(Collected data entries)
--- START ---

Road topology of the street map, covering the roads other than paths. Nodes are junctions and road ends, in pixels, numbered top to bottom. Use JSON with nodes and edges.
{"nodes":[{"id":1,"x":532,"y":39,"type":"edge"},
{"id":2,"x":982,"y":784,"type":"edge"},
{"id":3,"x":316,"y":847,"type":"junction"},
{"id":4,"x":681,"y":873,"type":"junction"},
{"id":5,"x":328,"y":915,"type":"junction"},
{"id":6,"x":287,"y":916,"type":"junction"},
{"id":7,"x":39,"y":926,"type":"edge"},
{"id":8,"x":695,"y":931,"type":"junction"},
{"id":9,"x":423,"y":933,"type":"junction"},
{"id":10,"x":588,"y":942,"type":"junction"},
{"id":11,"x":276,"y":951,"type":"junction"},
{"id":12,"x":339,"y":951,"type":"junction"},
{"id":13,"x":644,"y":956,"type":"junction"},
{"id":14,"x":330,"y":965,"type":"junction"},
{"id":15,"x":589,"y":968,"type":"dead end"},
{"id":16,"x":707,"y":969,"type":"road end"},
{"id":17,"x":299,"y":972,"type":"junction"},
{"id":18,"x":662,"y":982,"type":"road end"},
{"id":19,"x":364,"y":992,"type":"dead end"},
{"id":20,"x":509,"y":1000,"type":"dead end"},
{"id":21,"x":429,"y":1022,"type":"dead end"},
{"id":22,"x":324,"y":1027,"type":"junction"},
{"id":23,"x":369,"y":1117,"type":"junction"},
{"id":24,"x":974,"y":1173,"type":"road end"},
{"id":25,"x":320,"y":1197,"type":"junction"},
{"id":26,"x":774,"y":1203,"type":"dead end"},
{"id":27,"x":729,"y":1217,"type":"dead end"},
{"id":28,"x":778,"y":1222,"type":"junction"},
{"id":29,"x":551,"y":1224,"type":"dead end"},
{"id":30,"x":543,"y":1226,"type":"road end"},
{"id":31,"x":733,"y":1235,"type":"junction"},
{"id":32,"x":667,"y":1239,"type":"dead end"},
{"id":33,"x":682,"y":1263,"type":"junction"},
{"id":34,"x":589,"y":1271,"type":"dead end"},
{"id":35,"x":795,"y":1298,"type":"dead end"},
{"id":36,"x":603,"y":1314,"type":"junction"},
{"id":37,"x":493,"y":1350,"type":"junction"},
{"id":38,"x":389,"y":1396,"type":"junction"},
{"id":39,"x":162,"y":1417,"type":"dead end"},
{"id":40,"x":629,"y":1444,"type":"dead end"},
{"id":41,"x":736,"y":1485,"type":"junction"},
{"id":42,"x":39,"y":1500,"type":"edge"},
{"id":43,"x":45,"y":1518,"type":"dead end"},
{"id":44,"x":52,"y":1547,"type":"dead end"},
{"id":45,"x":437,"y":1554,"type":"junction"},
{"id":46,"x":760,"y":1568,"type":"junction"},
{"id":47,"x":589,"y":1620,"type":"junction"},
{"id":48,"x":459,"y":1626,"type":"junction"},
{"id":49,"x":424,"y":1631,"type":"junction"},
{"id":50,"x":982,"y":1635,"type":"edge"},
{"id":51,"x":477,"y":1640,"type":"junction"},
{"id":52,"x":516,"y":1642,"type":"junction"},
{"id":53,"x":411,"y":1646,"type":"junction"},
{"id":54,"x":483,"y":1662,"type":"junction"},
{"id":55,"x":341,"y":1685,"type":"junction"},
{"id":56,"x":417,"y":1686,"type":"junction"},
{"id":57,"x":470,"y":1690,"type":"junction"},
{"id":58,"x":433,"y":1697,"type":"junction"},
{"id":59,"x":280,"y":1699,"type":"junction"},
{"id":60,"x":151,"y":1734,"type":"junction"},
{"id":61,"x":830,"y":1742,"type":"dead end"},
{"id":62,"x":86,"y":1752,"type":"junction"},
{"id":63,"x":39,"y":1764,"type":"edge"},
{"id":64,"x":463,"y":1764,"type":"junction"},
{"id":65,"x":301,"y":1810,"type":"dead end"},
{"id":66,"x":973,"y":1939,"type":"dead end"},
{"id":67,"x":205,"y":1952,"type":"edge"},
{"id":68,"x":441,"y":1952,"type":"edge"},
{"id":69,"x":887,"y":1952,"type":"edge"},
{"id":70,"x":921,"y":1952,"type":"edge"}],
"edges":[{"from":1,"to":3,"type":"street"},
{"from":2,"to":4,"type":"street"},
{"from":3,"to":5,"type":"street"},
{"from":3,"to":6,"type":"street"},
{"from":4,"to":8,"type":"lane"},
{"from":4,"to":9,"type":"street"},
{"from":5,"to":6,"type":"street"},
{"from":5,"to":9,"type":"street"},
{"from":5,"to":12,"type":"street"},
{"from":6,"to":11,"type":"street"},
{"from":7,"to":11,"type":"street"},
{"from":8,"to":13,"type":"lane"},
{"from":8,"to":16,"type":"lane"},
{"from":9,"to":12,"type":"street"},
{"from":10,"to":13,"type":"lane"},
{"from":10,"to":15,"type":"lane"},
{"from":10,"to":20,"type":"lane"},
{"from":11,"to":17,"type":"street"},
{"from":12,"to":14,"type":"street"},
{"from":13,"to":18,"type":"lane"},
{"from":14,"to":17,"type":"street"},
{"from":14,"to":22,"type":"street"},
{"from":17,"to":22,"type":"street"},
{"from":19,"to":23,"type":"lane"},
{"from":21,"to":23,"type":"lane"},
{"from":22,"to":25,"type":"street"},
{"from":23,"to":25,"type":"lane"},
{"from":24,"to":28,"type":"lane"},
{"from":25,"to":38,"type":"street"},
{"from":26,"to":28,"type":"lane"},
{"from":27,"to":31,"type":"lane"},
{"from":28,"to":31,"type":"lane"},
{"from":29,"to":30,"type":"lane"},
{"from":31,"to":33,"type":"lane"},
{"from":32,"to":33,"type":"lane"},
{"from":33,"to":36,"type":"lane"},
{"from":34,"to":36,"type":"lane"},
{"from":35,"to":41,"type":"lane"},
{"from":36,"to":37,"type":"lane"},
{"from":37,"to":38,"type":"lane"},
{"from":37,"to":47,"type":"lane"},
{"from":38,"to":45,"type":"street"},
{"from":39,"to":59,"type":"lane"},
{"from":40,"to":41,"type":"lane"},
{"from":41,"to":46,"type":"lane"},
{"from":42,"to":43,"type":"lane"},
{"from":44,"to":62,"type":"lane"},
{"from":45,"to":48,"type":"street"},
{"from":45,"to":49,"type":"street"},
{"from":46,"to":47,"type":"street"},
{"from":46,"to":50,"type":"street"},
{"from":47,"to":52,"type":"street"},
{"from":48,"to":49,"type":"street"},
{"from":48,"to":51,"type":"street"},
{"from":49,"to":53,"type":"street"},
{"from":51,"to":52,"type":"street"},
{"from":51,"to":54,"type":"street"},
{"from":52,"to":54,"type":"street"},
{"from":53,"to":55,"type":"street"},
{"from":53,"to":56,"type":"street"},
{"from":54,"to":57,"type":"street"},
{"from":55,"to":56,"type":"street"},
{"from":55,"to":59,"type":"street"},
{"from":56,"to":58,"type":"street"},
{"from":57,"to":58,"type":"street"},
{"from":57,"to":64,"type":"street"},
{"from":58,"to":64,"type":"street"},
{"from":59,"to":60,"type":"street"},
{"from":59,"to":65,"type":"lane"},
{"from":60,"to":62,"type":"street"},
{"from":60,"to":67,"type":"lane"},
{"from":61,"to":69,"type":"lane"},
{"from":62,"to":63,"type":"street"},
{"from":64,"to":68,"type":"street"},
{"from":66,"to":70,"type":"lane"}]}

--- END ---

■ Your instructions:
Reproduce the data exactly, character for character.

■ Written answer:
Road topology of the street map, covering the roads other than paths. Nodes are junctions and road ends, in pixels, numbered top to bottom. Use JSON with nodes and edges.
{"nodes":[{"id":1,"x":532,"y":39,"type":"edge"},
{"id":2,"x":982,"y":784,"type":"edge"},
{"id":3,"x":316,"y":847,"type":"junction"},
{"id":4,"x":681,"y":873,"type":"junction"},
{"id":5,"x":328,"y":915,"type":"junction"},
{"id":6,"x":287,"y":916,"type":"junction"},
{"id":7,"x":39,"y":926,"type":"edge"},
{"id":8,"x":695,"y":931,"type":"junction"},
{"id":9,"x":423,"y":933,"type":"junction"},
{"id":10,"x":588,"y":942,"type":"junction"},
{"id":11,"x":276,"y":951,"type":"junction"},
{"id":12,"x":339,"y":951,"type":"junction"},
{"id":13,"x":644,"y":956,"type":"junction"},
{"id":14,"x":330,"y":965,"type":"junction"},
{"id":15,"x":589,"y":968,"type":"dead end"},
{"id":16,"x":707,"y":969,"type":"road end"},
{"id":17,"x":299,"y":972,"type":"junction"},
{"id":18,"x":662,"y":982,"type":"road end"},
{"id":19,"x":364,"y":992,"type":"dead end"},
{"id":20,"x":509,"y":1000,"type":"dead end"},
{"id":21,"x":429,"y":1022,"type":"dead end"},
{"id":22,"x":324,"y":1027,"type":"junction"},
{"id":23,"x":369,"y":1117,"type":"junction"},
{"id":24,"x":974,"y":1173,"type":"road end"},
{"id":25,"x":320,"y":1197,"type":"junction"},
{"id":26,"x":774,"y":1203,"type":"dead end"},
{"id":27,"x":729,"y":1217,"type":"dead end"},
{"id":28,"x":778,"y":1222,"type":"junction"},
{"id":29,"x":551,"y":1224,"type":"dead end"},
{"id":30,"x":543,"y":1226,"type":"road end"},
{"id":31,"x":733,"y":1235,"type":"junction"},
{"id":32,"x":667,"y":1239,"type":"dead end"},
{"id":33,"x":682,"y":1263,"type":"junction"},
{"id":34,"x":589,"y":1271,"type":"dead end"},
{"id":35,"x":795,"y":1298,"type":"dead end"},
{"id":36,"x":603,"y":1314,"type":"junction"},
{"id":37,"x":493,"y":1350,"type":"junction"},
{"id":38,"x":389,"y":1396,"type":"junction"},
{"id":39,"x":162,"y":1417,"type":"dead end"},
{"id":40,"x":629,"y":1444,"type":"dead end"},
{"id":41,"x":736,"y":1485,"type":"junction"},
{"id":42,"x":39,"y":1500,"type":"edge"},
{"id":43,"x":45,"y":1518,"type":"dead end"},
{"id":44,"x":52,"y":1547,"type":"dead end"},
{"id":45,"x":437,"y":1554,"type":"junction"},
{"id":46,"x":760,"y":1568,"type":"junction"},
{"id":47,"x":589,"y":1620,"type":"junction"},
{"id":48,"x":459,"y":1626,"type":"junction"},
{"id":49,"x":424,"y":1631,"type":"junction"},
{"id":50,"x":982,"y":1635,"type":"edge"},
{"id":51,"x":477,"y":1640,"type":"junction"},
{"id":52,"x":516,"y":1642,"type":"junction"},
{"id":53,"x":411,"y":1646,"type":"junction"},
{"id":54,"x":483,"y":1662,"type":"junction"},
{"id":55,"x":341,"y":1685,"type":"junction"},
{"id":56,"x":417,"y":1686,"type":"junction"},
{"id":57,"x":470,"y":1690,"type":"junction"},
{"id":58,"x":433,"y":1697,"type":"junction"},
{"id":59,"x":280,"y":1699,"type":"junction"},
{"id":60,"x":151,"y":1734,"type":"junction"},
{"id":61,"x":830,"y":1742,"type":"dead end"},
{"id":62,"x":86,"y":1752,"type":"junction"},
{"id":63,"x":39,"y":1764,"type":"edge"},
{"id":64,"x":463,"y":1764,"type":"junction"},
{"id":65,"x":301,"y":1810,"type":"dead end"},
{"id":66,"x":973,"y":1939,"type":"dead end"},
{"id":67,"x":205,"y":1952,"type":"edge"},
{"id":68,"x":441,"y":1952,"type":"edge"},
{"id":69,"x":887,"y":1952,"type":"edge"},
{"id":70,"x":921,"y":1952,"type":"edge"}],
"edges":[{"from":1,"to":3,"type":"street"},
{"from":2,"to":4,"type":"street"},
{"from":3,"to":5,"type":"street"},
{"from":3,"to":6,"type":"street"},
{"from":4,"to":8,"type":"lane"},
{"from":4,"to":9,"type":"street"},
{"from":5,"to":6,"type":"street"},
{"from":5,"to":9,"type":"street"},
{"from":5,"to":12,"type":"street"},
{"from":6,"to":11,"type":"street"},
{"from":7,"to":11,"type":"street"},
{"from":8,"to":13,"type":"lane"},
{"from":8,"to":16,"type":"lane"},
{"from":9,"to":12,"type":"street"},
{"from":10,"to":13,"type":"lane"},
{"from":10,"to":15,"type":"lane"},
{"from":10,"to":20,"type":"lane"},
{"from":11,"to":17,"type":"street"},
{"from":12,"to":14,"type":"street"},
{"from":13,"to":18,"type":"lane"},
{"from":14,"to":17,"type":"street"},
{"from":14,"to":22,"type":"street"},
{"from":17,"to":22,"type":"street"},
{"from":19,"to":23,"type":"lane"},
{"from":21,"to":23,"type":"lane"},
{"from":22,"to":25,"type":"street"},
{"from":23,"to":25,"type":"lane"},
{"from":24,"to":28,"type":"lane"},
{"from":25,"to":38,"type":"street"},
{"from":26,"to":28,"type":"lane"},
{"from":27,"to":31,"type":"lane"},
{"from":28,"to":31,"type":"lane"},
{"from":29,"to":30,"type":"lane"},
{"from":31,"to":33,"type":"lane"},
{"from":32,"to":33,"type":"lane"},
{"from":33,"to":36,"type":"lane"},
{"from":34,"to":36,"type":"lane"},
{"from":35,"to":41,"type":"lane"},
{"from":36,"to":37,"type":"lane"},
{"from":37,"to":38,"type":"lane"},
{"from":37,"to":47,"type":"lane"},
{"from":38,"to":45,"type":"street"},
{"from":39,"to":59,"type":"lane"},
{"from":40,"to":41,"type":"lane"},
{"from":41,"to":46,"type":"lane"},
{"from":42,"to":43,"type":"lane"},
{"from":44,"to":62,"type":"lane"},
{"from":45,"to":48,"type":"street"},
{"from":45,"to":49,"type":"street"},
{"from":46,"to":47,"type":"street"},
{"from":46,"to":50,"type":"street"},
{"from":47,"to":52,"type":"street"},
{"from":48,"to":49,"type":"street"},
{"from":48,"to":51,"type":"street"},
{"from":49,"to":53,"type":"street"},
{"from":51,"to":52,"type":"street"},
{"from":51,"to":54,"type":"street"},
{"from":52,"to":54,"type":"street"},
{"from":53,"to":55,"type":"street"},
{"from":53,"to":56,"type":"street"},
{"from":54,"to":57,"type":"street"},
{"from":55,"to":56,"type":"street"},
{"from":55,"to":59,"type":"street"},
{"from":56,"to":58,"type":"street"},
{"from":57,"to":58,"type":"street"},
{"from":57,"to":64,"type":"street"},
{"from":58,"to":64,"type":"street"},
{"from":59,"to":60,"type":"street"},
{"from":59,"to":65,"type":"lane"},
{"from":60,"to":62,"type":"street"},
{"from":60,"to":67,"type":"lane"},
{"from":61,"to":69,"type":"lane"},
{"from":62,"to":63,"type":"street"},
{"from":64,"to":68,"type":"street"},
{"from":66,"to":70,"type":"lane"}]}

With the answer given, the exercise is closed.